Task description: Transcribe the entries below without changing a word, and omit every picture.

--- Materials provided ---

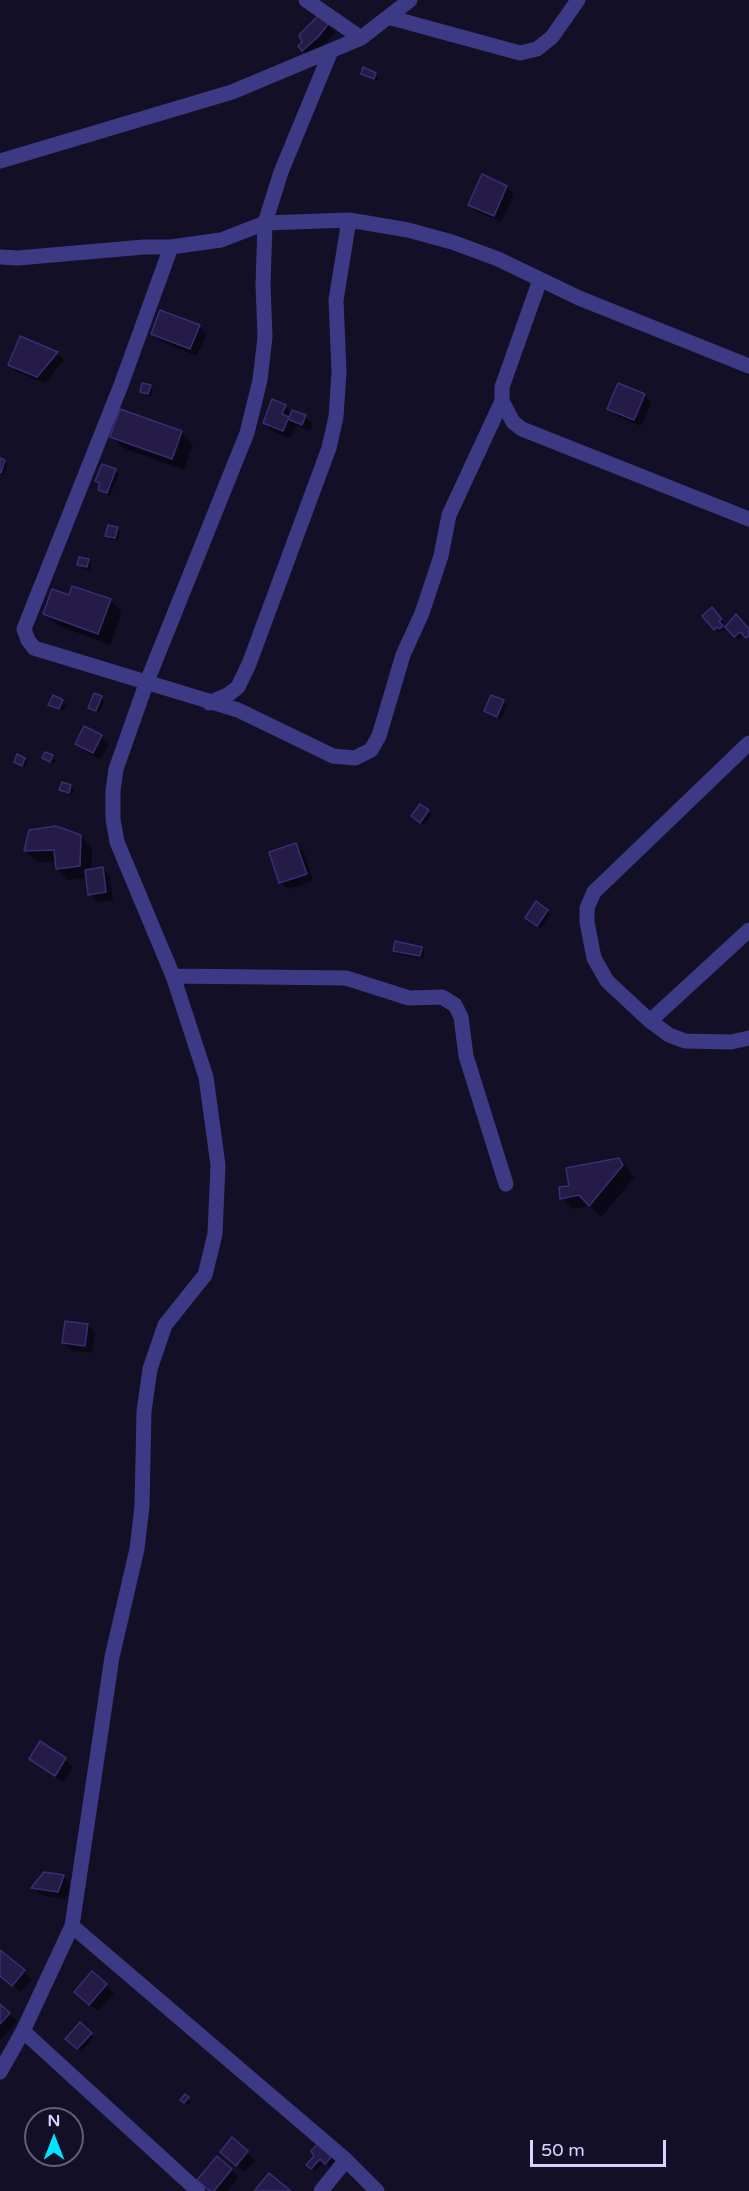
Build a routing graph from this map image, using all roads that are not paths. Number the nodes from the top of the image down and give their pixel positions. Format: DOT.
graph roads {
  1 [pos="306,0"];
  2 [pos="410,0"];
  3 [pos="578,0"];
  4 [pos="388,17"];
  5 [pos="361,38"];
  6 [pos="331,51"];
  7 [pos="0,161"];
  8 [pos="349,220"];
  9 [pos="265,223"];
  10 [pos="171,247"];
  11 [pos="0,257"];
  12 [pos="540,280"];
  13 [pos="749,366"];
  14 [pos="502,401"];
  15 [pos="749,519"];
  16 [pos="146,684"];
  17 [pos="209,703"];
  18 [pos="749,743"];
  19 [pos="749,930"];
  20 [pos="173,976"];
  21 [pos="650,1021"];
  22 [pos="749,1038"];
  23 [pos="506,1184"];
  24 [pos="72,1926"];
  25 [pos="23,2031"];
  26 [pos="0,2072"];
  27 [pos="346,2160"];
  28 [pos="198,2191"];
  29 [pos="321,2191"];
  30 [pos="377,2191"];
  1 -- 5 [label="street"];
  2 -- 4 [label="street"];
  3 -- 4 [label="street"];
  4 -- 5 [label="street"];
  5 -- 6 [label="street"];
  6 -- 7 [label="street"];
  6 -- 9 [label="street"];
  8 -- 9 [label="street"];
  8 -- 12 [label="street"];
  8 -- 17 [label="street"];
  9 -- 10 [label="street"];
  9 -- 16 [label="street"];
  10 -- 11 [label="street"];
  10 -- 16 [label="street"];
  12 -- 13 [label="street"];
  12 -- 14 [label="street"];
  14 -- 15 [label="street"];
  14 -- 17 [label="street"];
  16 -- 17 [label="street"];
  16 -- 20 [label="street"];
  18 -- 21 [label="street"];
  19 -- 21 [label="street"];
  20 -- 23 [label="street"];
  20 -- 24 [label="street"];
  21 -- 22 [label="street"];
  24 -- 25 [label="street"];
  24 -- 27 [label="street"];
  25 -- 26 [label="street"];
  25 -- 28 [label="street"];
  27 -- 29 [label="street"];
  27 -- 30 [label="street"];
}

---

Final answer:
Build a routing graph from this map image, using all roads that are not paths. Number the nodes from the top of the image down and give their pixel positions. Format: DOT.
graph roads {
  1 [pos="306,0"];
  2 [pos="410,0"];
  3 [pos="578,0"];
  4 [pos="388,17"];
  5 [pos="361,38"];
  6 [pos="331,51"];
  7 [pos="0,161"];
  8 [pos="349,220"];
  9 [pos="265,223"];
  10 [pos="171,247"];
  11 [pos="0,257"];
  12 [pos="540,280"];
  13 [pos="749,366"];
  14 [pos="502,401"];
  15 [pos="749,519"];
  16 [pos="146,684"];
  17 [pos="209,703"];
  18 [pos="749,743"];
  19 [pos="749,930"];
  20 [pos="173,976"];
  21 [pos="650,1021"];
  22 [pos="749,1038"];
  23 [pos="506,1184"];
  24 [pos="72,1926"];
  25 [pos="23,2031"];
  26 [pos="0,2072"];
  27 [pos="346,2160"];
  28 [pos="198,2191"];
  29 [pos="321,2191"];
  30 [pos="377,2191"];
  1 -- 5 [label="street"];
  2 -- 4 [label="street"];
  3 -- 4 [label="street"];
  4 -- 5 [label="street"];
  5 -- 6 [label="street"];
  6 -- 7 [label="street"];
  6 -- 9 [label="street"];
  8 -- 9 [label="street"];
  8 -- 12 [label="street"];
  8 -- 17 [label="street"];
  9 -- 10 [label="street"];
  9 -- 16 [label="street"];
  10 -- 11 [label="street"];
  10 -- 16 [label="street"];
  12 -- 13 [label="street"];
  12 -- 14 [label="street"];
  14 -- 15 [label="street"];
  14 -- 17 [label="street"];
  16 -- 17 [label="street"];
  16 -- 20 [label="street"];
  18 -- 21 [label="street"];
  19 -- 21 [label="street"];
  20 -- 23 [label="street"];
  20 -- 24 [label="street"];
  21 -- 22 [label="street"];
  24 -- 25 [label="street"];
  24 -- 27 [label="street"];
  25 -- 26 [label="street"];
  25 -- 28 [label="street"];
  27 -- 29 [label="street"];
  27 -- 30 [label="street"];
}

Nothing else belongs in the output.